The second play centers on a king, whose tyranny wrongs his queen and destroys a cherished friendship.  Both plots involve mischief, murder mayhem, and jealous husbands who, except for the mercy of a humane playwright, could have caused the death of their wives.  Hmmmm.  The concepts were compelling. Husbands who murder their wives.  Hmmmmm.  Oh, the power of the theater!  And the power of suggestion on a weak mind.  I kept a close eye on Dennis as I trimmed our pictures with the scissors from my sewing basket.  (OK, I don’t really have a sewing basket, but it serves to produce tension.) 

Finally, I nonchalantly asked him, “Do you think you have any jealousy issues?  I mean, do you ever have suspicions about…me?”  He just gave me that “look.”  I had recently visited my dermatologist, Dr. Igor, who had assaulted me with an evil vial of smokin’ liquid primordial ooze and a cattle prod.  I looked like I had done fifteen rounds with a blow torch whose cauterizing quotient could have stemmed the flow of Niagra Falls…and lost.  Dennis pointed me to the nearest mirror and said gently, “You’re safe!”  I was reassured, sort of, but a little disappointed.  Did his lack of jealousy stem from default?  Hmmmmm.  So I decided to put down my scissors and begin investigating the possibilities of body dismorphia.

From Cedar City, we headed for scenic drives through Escalante, Torrey and Bryce Canyon. We went on numerous hikes (mostly consisting of easy walks on level terra firma), and ate like starving carnivores.  When we returned to our room, I noticed that the diamond was missing from my wedding ring.  I nearly hurled the fatted mastadon I had just consumed.  I became dizzy and disoriented, which is my behavior of choice in any crisis. We searched the premises in vain. Dennis was meticulous.  I was uttering profanities. To make matters worse, I wasn’t even sure when I’d lost it. It could have been at Bryce.  It might have happened when Margot stabbed Lesgot. It could have fallen into the last spoonful of mashed potato inadvertently left on my plate.

 I was sick.  I slept sad.  In fact, I didn’t sleep.  I just lay there and cursed obscenities into my pillow.

The odds against finding that little gem were enormous.  But Dennis awoke the next morning with a smile and a plan. That’s his behavior of choice in any crisis. We would carefully remove our luggage, and then search every inch of the room until we found it.  I was OK with that idea, because my plan was to “Thelma and Louise” ourselves over the Grand Canyon. 

After all our luggage was loaded in the car, we knelt on the floor.
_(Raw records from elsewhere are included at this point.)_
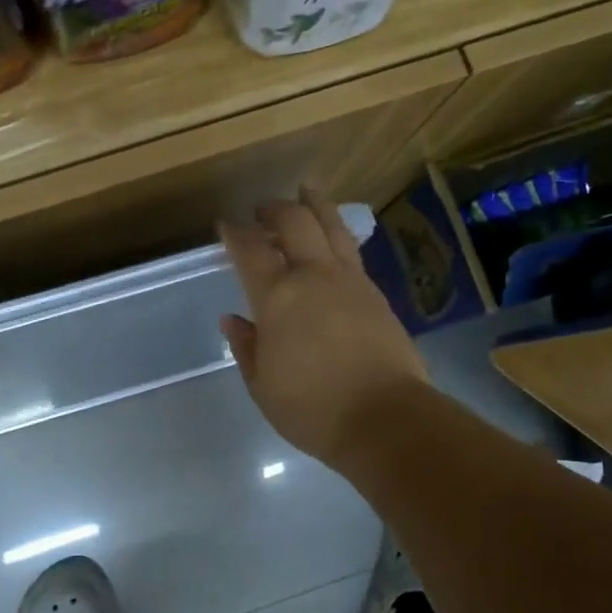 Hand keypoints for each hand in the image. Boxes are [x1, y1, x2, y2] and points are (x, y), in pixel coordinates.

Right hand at [220, 189, 428, 470]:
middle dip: (274, 209)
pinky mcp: (377, 294)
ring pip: (332, 226)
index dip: (235, 233)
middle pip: (295, 222)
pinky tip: (333, 242)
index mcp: (278, 296)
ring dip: (314, 206)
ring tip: (305, 194)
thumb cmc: (313, 408)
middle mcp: (314, 276)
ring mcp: (351, 281)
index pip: (251, 250)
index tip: (225, 225)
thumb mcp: (263, 385)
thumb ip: (247, 347)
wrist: (385, 418)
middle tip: (261, 210)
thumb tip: (233, 320)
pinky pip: (351, 251)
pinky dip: (336, 234) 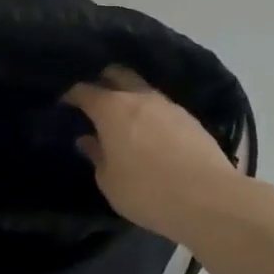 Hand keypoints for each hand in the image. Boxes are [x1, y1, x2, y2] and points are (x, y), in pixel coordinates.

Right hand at [64, 66, 262, 241]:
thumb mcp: (110, 181)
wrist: (209, 200)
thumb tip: (89, 139)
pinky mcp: (191, 119)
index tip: (65, 104)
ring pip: (143, 90)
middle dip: (103, 81)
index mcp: (112, 109)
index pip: (85, 90)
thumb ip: (97, 156)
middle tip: (95, 100)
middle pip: (117, 74)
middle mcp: (140, 97)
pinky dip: (151, 114)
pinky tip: (151, 133)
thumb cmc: (147, 192)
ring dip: (130, 98)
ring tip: (124, 119)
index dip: (72, 95)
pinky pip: (162, 108)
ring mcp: (169, 105) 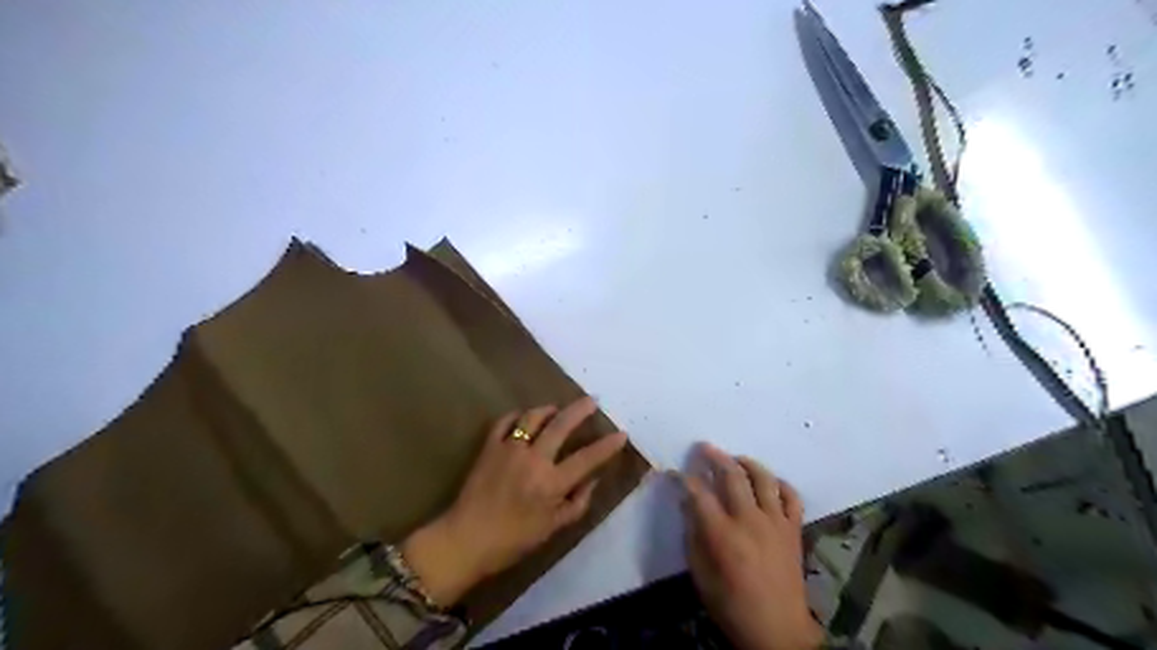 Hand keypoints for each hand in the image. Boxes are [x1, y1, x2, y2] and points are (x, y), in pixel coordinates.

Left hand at [405, 398, 628, 605]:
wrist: (466, 538)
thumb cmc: (513, 540)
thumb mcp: (552, 529)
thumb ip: (576, 503)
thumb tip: (592, 480)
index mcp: (552, 482)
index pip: (587, 458)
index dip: (607, 446)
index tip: (621, 434)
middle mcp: (534, 459)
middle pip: (561, 425)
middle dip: (580, 410)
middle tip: (591, 401)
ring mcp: (509, 449)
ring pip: (532, 417)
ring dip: (548, 409)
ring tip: (556, 408)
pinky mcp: (489, 447)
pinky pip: (504, 422)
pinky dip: (516, 416)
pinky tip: (522, 417)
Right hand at [681, 442, 826, 649]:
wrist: (777, 630)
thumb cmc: (732, 605)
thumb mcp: (701, 575)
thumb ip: (693, 536)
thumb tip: (688, 505)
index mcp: (722, 533)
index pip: (698, 493)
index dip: (683, 478)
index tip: (674, 472)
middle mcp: (750, 520)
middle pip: (732, 475)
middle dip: (714, 456)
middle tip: (704, 447)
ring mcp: (775, 522)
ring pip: (763, 478)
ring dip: (747, 462)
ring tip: (736, 459)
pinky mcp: (793, 529)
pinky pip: (791, 496)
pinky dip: (780, 484)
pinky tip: (770, 483)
As we lifted my final duffle bag, the diamond rolled between us.  Whoa! We were all amazed.  Whoda thunk it.  The odds of that happening seemed definitely not in our favor.  The odds were wrong.

There are those who claim that numbers don’t lie.  Digital calculations are immutable.  But I think they can be deceitful and misleading to the point of pernicious perjury.  After recovering the missing diamond, I have decided to ignore any odds not in our favor.  I will respond only to positive numbers.  I will reset my mathematical compass daily to the sweet spot of the affirmative.  And should there be those foolish enough to offer anything contradictory, the last thing they will see as they skid under the bus is the flash of my diamond ring.